Atrial fibrillation or AF, the most common type of arrhythmia, is a problem with the rate or rhythm of the heartbeat. During an arrhythmia, the heart can beat too fast, too slow, or with an irregular rhythm.
AF occurs if rapid, disorganized electrical signals cause the heart's two upper chambers—called the atria—to fibrillate. The term "fibrillate" means to contract very fast and irregularly.
In AF, blood pools in the atria. It isn't pumped completely into the heart's two lower chambers, called the ventricles. As a result, the heart's upper and lower chambers don't work together as they should.
This disorder is one of the most widespread amongst those arrhythmias that are significant for human health in cardiac patients. One in every 200 people suffers from the condition. Its prevalence rate in the adult population increases with age, with 3.5% of those between 50 and 60, and 9% of people in their 80-90’s. Also, sex influences the manifestation of this disease – women are 1.7 times less likely to suffer from atrial fibrillation than men.
During the process of fibrillation atria cannot be emptied properly, which in turn can provoke the stagnation of blood in the atria and may result in blood clotting. If a part of a blood clot breaks down and gets into the blood vessel, it may occlude an artery in any body part. Stroke takes place when a clot of blood occludes the cerebral artery.

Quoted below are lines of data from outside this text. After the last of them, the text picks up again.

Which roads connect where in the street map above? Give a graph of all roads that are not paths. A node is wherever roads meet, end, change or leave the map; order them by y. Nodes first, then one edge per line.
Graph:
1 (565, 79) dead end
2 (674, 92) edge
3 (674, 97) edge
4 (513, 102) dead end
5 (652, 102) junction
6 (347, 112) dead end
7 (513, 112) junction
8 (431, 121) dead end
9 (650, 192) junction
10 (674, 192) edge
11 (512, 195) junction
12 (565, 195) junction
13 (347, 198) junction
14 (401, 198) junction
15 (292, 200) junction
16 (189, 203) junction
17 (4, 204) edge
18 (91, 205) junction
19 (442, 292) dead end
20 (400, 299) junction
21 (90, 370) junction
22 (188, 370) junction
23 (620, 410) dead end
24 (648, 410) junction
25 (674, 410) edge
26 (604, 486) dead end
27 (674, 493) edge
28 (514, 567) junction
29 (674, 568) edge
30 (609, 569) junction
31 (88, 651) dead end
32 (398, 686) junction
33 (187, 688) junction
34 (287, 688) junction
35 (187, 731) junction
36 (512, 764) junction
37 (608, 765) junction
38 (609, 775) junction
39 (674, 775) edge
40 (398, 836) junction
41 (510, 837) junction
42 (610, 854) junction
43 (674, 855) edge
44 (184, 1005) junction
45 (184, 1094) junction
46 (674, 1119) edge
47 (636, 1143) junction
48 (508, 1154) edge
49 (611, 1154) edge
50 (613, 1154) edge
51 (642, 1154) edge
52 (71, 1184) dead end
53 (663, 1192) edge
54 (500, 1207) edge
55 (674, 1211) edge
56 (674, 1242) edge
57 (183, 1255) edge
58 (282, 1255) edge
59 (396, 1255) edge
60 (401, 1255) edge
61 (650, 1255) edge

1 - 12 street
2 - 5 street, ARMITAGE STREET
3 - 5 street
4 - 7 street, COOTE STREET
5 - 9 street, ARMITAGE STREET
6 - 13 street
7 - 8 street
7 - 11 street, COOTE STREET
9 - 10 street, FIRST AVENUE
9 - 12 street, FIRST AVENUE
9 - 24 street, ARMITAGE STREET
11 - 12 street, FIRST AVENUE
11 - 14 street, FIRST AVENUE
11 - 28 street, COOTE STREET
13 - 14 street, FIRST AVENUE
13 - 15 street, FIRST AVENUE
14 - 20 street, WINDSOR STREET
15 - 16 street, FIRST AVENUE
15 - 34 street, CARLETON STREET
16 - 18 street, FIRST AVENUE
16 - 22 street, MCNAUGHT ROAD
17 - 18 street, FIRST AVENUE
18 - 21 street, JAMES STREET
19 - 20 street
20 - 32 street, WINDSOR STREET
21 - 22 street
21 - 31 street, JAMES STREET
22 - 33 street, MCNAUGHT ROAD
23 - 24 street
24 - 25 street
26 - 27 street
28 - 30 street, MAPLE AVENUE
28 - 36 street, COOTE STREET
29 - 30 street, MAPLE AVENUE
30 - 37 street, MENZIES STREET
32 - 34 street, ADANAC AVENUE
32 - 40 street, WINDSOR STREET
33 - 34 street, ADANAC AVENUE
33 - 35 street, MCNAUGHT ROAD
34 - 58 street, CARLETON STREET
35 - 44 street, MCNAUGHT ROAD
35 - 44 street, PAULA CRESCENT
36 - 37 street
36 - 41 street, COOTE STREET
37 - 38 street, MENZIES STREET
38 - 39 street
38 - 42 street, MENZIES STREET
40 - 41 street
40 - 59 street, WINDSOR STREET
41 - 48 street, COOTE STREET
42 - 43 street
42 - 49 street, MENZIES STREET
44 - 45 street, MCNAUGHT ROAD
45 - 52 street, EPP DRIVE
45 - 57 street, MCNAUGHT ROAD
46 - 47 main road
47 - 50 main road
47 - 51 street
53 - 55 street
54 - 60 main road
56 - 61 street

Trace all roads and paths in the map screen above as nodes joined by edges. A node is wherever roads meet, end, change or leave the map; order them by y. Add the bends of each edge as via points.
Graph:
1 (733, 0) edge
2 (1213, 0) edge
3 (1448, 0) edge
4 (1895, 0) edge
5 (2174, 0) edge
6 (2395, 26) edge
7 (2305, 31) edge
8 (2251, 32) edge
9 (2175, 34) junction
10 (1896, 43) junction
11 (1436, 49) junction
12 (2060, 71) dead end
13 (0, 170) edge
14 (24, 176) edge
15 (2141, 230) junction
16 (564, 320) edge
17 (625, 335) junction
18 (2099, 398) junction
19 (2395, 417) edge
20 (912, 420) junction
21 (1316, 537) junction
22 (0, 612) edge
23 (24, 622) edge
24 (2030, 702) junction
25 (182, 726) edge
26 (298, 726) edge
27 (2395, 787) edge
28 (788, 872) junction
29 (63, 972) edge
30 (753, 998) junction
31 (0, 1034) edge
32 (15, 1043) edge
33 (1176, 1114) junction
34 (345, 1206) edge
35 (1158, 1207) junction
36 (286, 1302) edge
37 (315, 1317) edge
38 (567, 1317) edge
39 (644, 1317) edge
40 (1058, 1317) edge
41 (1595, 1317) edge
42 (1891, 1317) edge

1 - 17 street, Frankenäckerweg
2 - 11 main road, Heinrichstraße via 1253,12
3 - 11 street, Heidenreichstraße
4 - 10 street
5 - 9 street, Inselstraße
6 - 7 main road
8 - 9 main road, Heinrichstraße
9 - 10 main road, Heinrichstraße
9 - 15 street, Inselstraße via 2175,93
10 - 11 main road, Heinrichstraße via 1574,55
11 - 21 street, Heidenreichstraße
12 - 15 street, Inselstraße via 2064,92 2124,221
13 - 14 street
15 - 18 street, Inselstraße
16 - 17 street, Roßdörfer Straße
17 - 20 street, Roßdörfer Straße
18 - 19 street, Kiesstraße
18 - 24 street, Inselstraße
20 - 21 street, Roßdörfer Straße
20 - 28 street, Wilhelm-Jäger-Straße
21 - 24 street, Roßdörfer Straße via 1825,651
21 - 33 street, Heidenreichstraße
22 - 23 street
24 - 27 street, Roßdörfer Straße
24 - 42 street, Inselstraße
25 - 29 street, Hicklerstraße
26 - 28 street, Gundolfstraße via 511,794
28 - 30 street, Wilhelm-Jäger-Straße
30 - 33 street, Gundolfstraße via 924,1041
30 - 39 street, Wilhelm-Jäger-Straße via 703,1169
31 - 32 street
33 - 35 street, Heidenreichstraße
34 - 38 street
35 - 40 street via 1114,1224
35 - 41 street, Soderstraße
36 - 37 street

In clinical practice, the terms used for atrial fibrillation relate to the pace and intensity of the cardiac contractions:
- Paroxysmal form – an arrhythmia which once appeared can be over within 7 days without any outside interference and is of attack-like nature. It may occur any number of times during the day and be over without any assistance, and between attacks a normal heart rhythm is observed;
- Persistent form – in this case arrhythmia cannot disappear without any interference. This form requires the use of cardioversion (restoration of the heart rate by means of medicines or using defibrillator discharge). Also, arrhythmia is considered to be of a persistent form if it lasts more than seven days;
- Permanent (chronic) form – this form is diagnosed if the normal heart rate takes turns with arrhythmia and lasts for an extended period (over a year) and the restoration of the rhythm cannot be maintained without assistance and remedial measures are not helpful.